Alteration work on weir blamed for salmon deaths

FISHERIES board staff yesterday began work on temporary modifications to a weir which local fishermen claim is damaging one of the country’s most popular salmon rivers because it is too high for the fish.

Local fishermen at the River Nore claim that hundreds of salmon which have not managed to spawn are dying because they are exhausted from trying to negotiate the controversial weir.

A month after the problem was first highlighted, Southern Regional Fisheries Board (SRFB) staff spent yesterday putting in a temporary solution to the problem.

“The job should be complete by the end of the day,” said SRFB chief executive Brian Sheerin yesterday.

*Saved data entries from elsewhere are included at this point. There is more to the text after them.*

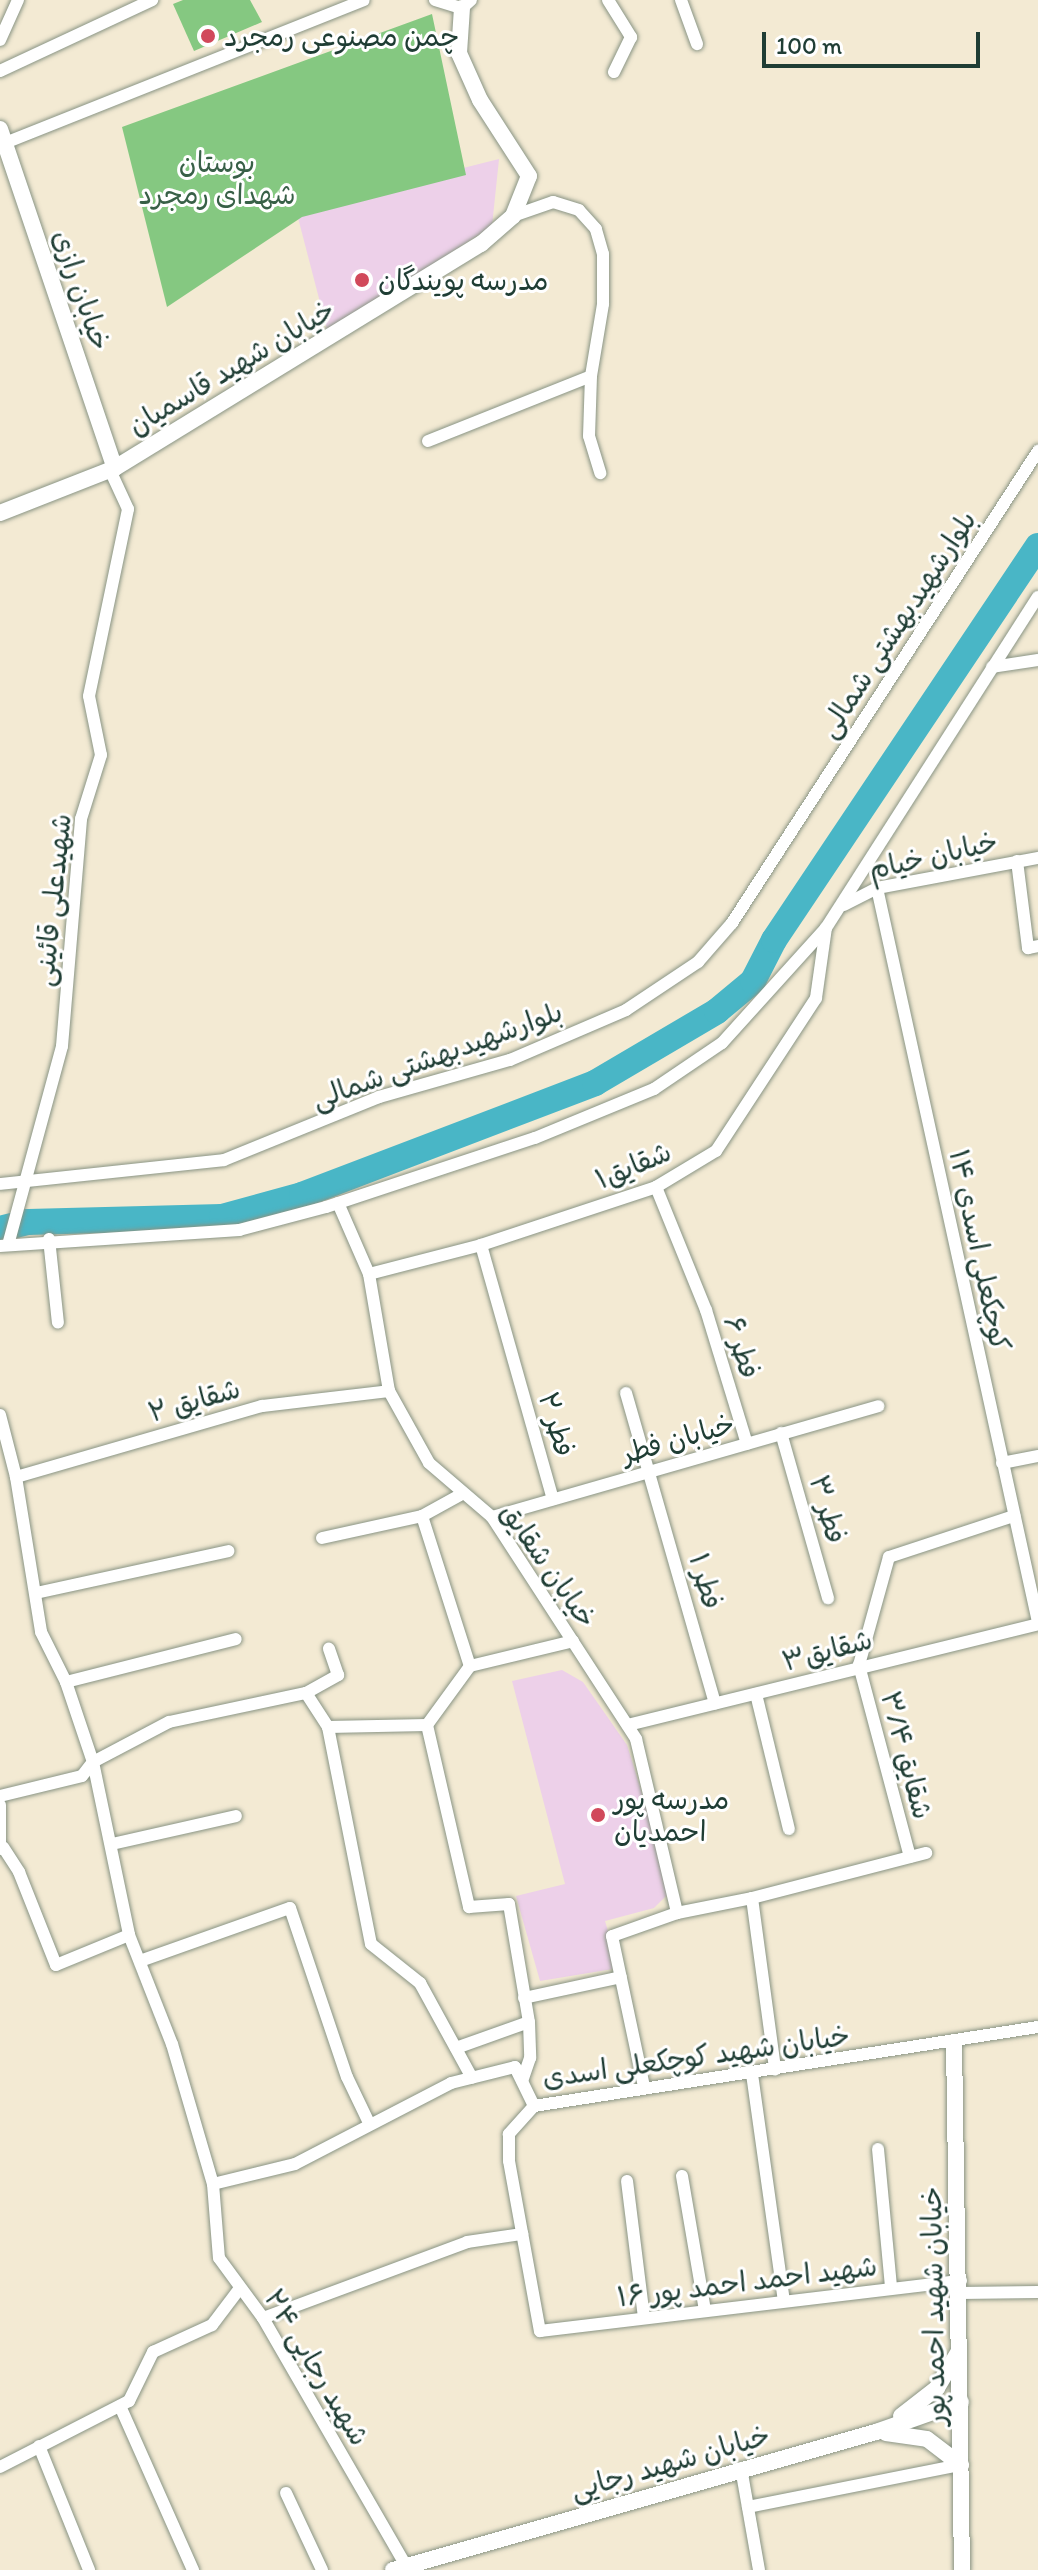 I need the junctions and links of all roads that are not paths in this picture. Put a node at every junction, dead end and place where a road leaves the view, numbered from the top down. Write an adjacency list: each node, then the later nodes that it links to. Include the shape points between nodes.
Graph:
1 (18, 0): 8 (street)
2 (152, 0): 10 (street)
3 (364, 0): 12 (street)
4 (435, 0): 7 (street)
5 (608, 0): 11 (street, via 631,37)
6 (681, 0): 9 (street)
7 (466, 4): 13 (street, خیابان شهید قاسمیان, via 459,53 480,100 529,176)
8 (0, 40)
9 (697, 44)
10 (0, 71)
11 (614, 72)
12 (2, 136): 17 (street, خیابان رازی)
13 (513, 216): 14 (street, via 553,202 579,210 596,229 603,254 603,304); 17 (street, خیابان شهید قاسمیان, via 481,244)
14 (591, 376): 15 (street); 18 (street, via 589,436)
15 (428, 441)
16 (1038, 451): 29 (street, بلوارشهیدبهشتی شمالی, via 732,923 698,962 626,1010 510,1060 379,1097 224,1160)
17 (112, 469): 19 (street, خیابان شهید قاسمیان); 29 (street, شهیدعلی قائینی, via 128,509 89,696 101,755 81,819 62,1046)
18 (600, 473)
19 (0, 513)
20 (1038, 597): 22 (street)
21 (1038, 660): 22 (street)
22 (992, 667): 26 (street)
23 (1038, 858): 24 (street, خیابان خیام)
24 (1017, 861): 25 (street, خیابان خیام); 28 (street)
25 (877, 888): 26 (street, خیابان خیام); 45 (street, کوچکعلی اسدی ۱۴)
26 (841, 906): 27 (street)
27 (826, 928): 31 (street, شقایق۱, via 816,998 791,1037 716,1151); 32 (street, via 722,1043 654,1089 535,1138)
28 (1033, 947)
29 (28, 1181): 30 (street, بلوارشهیدبهشتی شمالی); 34 (street, شهیدعلی قائینی)
30 (0, 1184)
31 (656, 1187): 35 (street, شقایق۱); 43 (street, فطر ۶, via 706,1310)
32 (338, 1203): 33 (street, via 239,1230); 36 (street, خیابان شقایق)
33 (49, 1239): 34 (street); 37 (street)
34 (4, 1245)
35 (481, 1245): 36 (street, شقایق۱); 49 (street, فطر ۲)
36 (369, 1274): 38 (street, خیابان شقایق)
37 (58, 1323)
38 (389, 1391): 47 (street, شقایق ۲, via 262,1406); 48 (street, خیابان شقایق, via 429,1463)
39 (626, 1393): 46 (street, فطر ۱)
40 (878, 1406): 42 (street, خیابان فطر)
41 (0, 1415): 47 (street, شهید رجایی ۲۴)
42 (781, 1433): 43 (street, خیابان فطر); 56 (street, فطر ۳)
43 (747, 1444): 46 (street, خیابان فطر)
44 (1038, 1456): 45 (street)
45 (1002, 1463): 51 (street, کوچکعلی اسدی ۱۴)
46 (650, 1471): 49 (street, خیابان فطر); 66 (street, فطر ۱)
47 (16, 1477): 55 (street, شهید رجایی ۲۴)
48 (460, 1495): 50 (street); 52 (street, خیابان شقایق)
49 (553, 1499): 52 (street, خیابان فطر)
50 (422, 1516): 53 (street); 62 (street)
51 (1014, 1516): 57 (street, کوچکعلی اسدی ۱۴); 61 (street, via 889,1557)
52 (492, 1517): 59 (street, خیابان شقایق)
53 (322, 1538)
54 (228, 1551): 55 (street)
55 (36, 1593): 63 (street, شهید رجایی ۲۴, via 41,1632)
56 (828, 1598)
57 (1038, 1623): 61 (street, شقایق۳)
58 (236, 1639): 63 (street)
59 (573, 1641): 62 (street); 68 (street, خیابان شقایق)
60 (329, 1649): 64 (street, via 338,1675)
61 (859, 1665): 65 (street, شقایق۳); 78 (street, شقایق ۳/۴)
62 (470, 1666): 67 (street)
63 (66, 1682): 70 (street, شهید رجایی ۲۴)
64 (306, 1693): 69 (street); 70 (street, via 169,1722)
65 (756, 1694): 66 (street, شقایق۳); 74 (street)
66 (715, 1704): 68 (street, شقایق۳)
67 (427, 1725): 69 (street); 84 (street, via 469,1907 509,1904)
68 (628, 1725): 80 (street, خیابان شقایق, via 636,1739)
69 (328, 1727): 88 (street, via 371,1944 420,1983)
70 (93, 1762): 71 (street, via 82,1776); 76 (street, شهید رجایی ۲۴)
71 (0, 1796)
72 (0, 1805): 75 (street)
73 (236, 1816): 76 (street)
74 (789, 1829)
75 (2, 1842): 81 (street, via 56,1965)
76 (112, 1844): 81 (street, شهید رجایی ۲۴)
77 (926, 1853): 78 (street)
78 (910, 1857): 79 (street)
79 (752, 1898): 80 (street); 89 (street)
80 (677, 1913): 83 (street, via 612,1936)
81 (129, 1935): 82 (street, شهید رجایی ۲۴)
82 (140, 1961): 95 (street, via 290,1908 347,2077); 99 (street, شهید رجایی ۲۴, via 172,2044)
83 (621, 1977): 84 (street); 93 (street)
84 (524, 1998): 85 (street)
85 (529, 2022): 88 (street); 92 (street, via 530,2058)
86 (1038, 2027): 87 (street, خیابان شهید کوچکعلی اسدی)
87 (954, 2042): 89 (street, خیابان شهید کوچکعلی اسدی); 102 (street, خیابان شهید احمد پور)
88 (456, 2048): 91 (street)
89 (775, 2069): 90 (street, خیابان شهید کوچکعلی اسدی)
90 (752, 2074): 93 (street, خیابان شهید کوچکعلی اسدی); 105 (street)
91 (472, 2078): 92 (street, خیابان شهید کوچکعلی اسدی, via 515,2067); 95 (street, خیابان شهید کوچکعلی اسدی)
92 (522, 2081): 94 (street, خیابان شهید کوچکعلی اسدی)
93 (644, 2087): 94 (street, خیابان شهید کوچکعلی اسدی)
94 (534, 2106): 100 (street, via 509,2134)
95 (369, 2123): 99 (street, خیابان شهید کوچکعلی اسدی, via 295,2164)
96 (878, 2149): 101 (street)
97 (682, 2176): 106 (street)
98 (627, 2181): 108 (street)
99 (213, 2184): 103 (street, شهید رجایی ۲۴, via 219,2258)
100 (522, 2234): 107 (street, via 467,2242); 108 (street, شهید احمد احمد پور ۱۶, via 540,2331)
101 (891, 2287): 102 (street, شهید احمد احمد پور ۱۶); 105 (street, شهید احمد احمد پور ۱۶)
102 (960, 2287): 104 (street, شهید احمد احمد پور ۱۶); 109 (street, خیابان شهید احمد پور)
103 (240, 2288): 107 (street, شهید رجایی ۲۴); 111 (street, via 212,2325 153,2352 129,2401)
104 (1038, 2292)
105 (784, 2301): 106 (street, شهید احمد احمد پور ۱۶)
106 (705, 2310): 108 (street, شهید احمد احمد پور ۱۶)
107 (263, 2318): 119 (street, شهید رجایی ۲۴)
108 (644, 2318)
109 (960, 2348): 110 (street, خیابان شهید احمد پور); 112 (street, via 926,2400)
110 (961, 2402): 112 (street, خیابان شهید رجایی); 114 (street, خیابان شهید احمد پور)
111 (120, 2406): 113 (street); 121 (street)
112 (876, 2432): 114 (street, via 927,2439); 116 (street, خیابان شهید رجایی)
113 (39, 2446): 115 (street); 120 (street)
114 (961, 2465): 118 (street); 124 (street, خیابان شهید احمد پور)
115 (0, 2467)
116 (741, 2468): 118 (street); 119 (street, خیابان شهید رجایی)
117 (286, 2493): 122 (street)
118 (748, 2507): 123 (street)
119 (400, 2568)
120 (89, 2570)
121 (193, 2570)
122 (322, 2570)
123 (759, 2570)
124 (962, 2570)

“The water levels were too high for us to work up to now. But a lot of the salmon have gotten up, despite what some of the anglers say. We think they have exaggerated the situation.”

It is part of the natural life cycle of salmon to die after they have spawned, and fishery experts claim that this is what has happened to the fish on the Nore.

However, fishermen claim that a lot of the dead salmon they have found are full of spawn.

“I’ve been fishing on the Nore for 45 years and will probably never fish it again after what I’ve seen in the past few weeks. The hens we’ve found are full of spawn and they have not been up river,” said 68-year-old local man Dick Keoghan.

“I’m sick, sore and sorry by what I’ve seen. The salmon have been getting scarcer each year but what’s been allowed to happen on the river in the past few weeks is a catastrophe and is a needless loss of life. It won’t impact this year but we will see catastrophic results in four or five years time,” he said.

The higher weir was developed as part of the ongoing River Nore drainage works. Local anglers, politicians and the Southern Regional Fisheries board have all blamed the Office of Public Works (OPW) for the problems at the weir.

But a spokesman for the OPW said last night that the situation has improved at the site, because the river is in flood.

He added that the spent salmon they had examined had been upriver to spawn.

“From our preliminary investigations, some modifications are needed on site and they will be carried out in the summer when it is safer. A fish population study has been done and another will be done in the autumn,” the OPW spokesman added.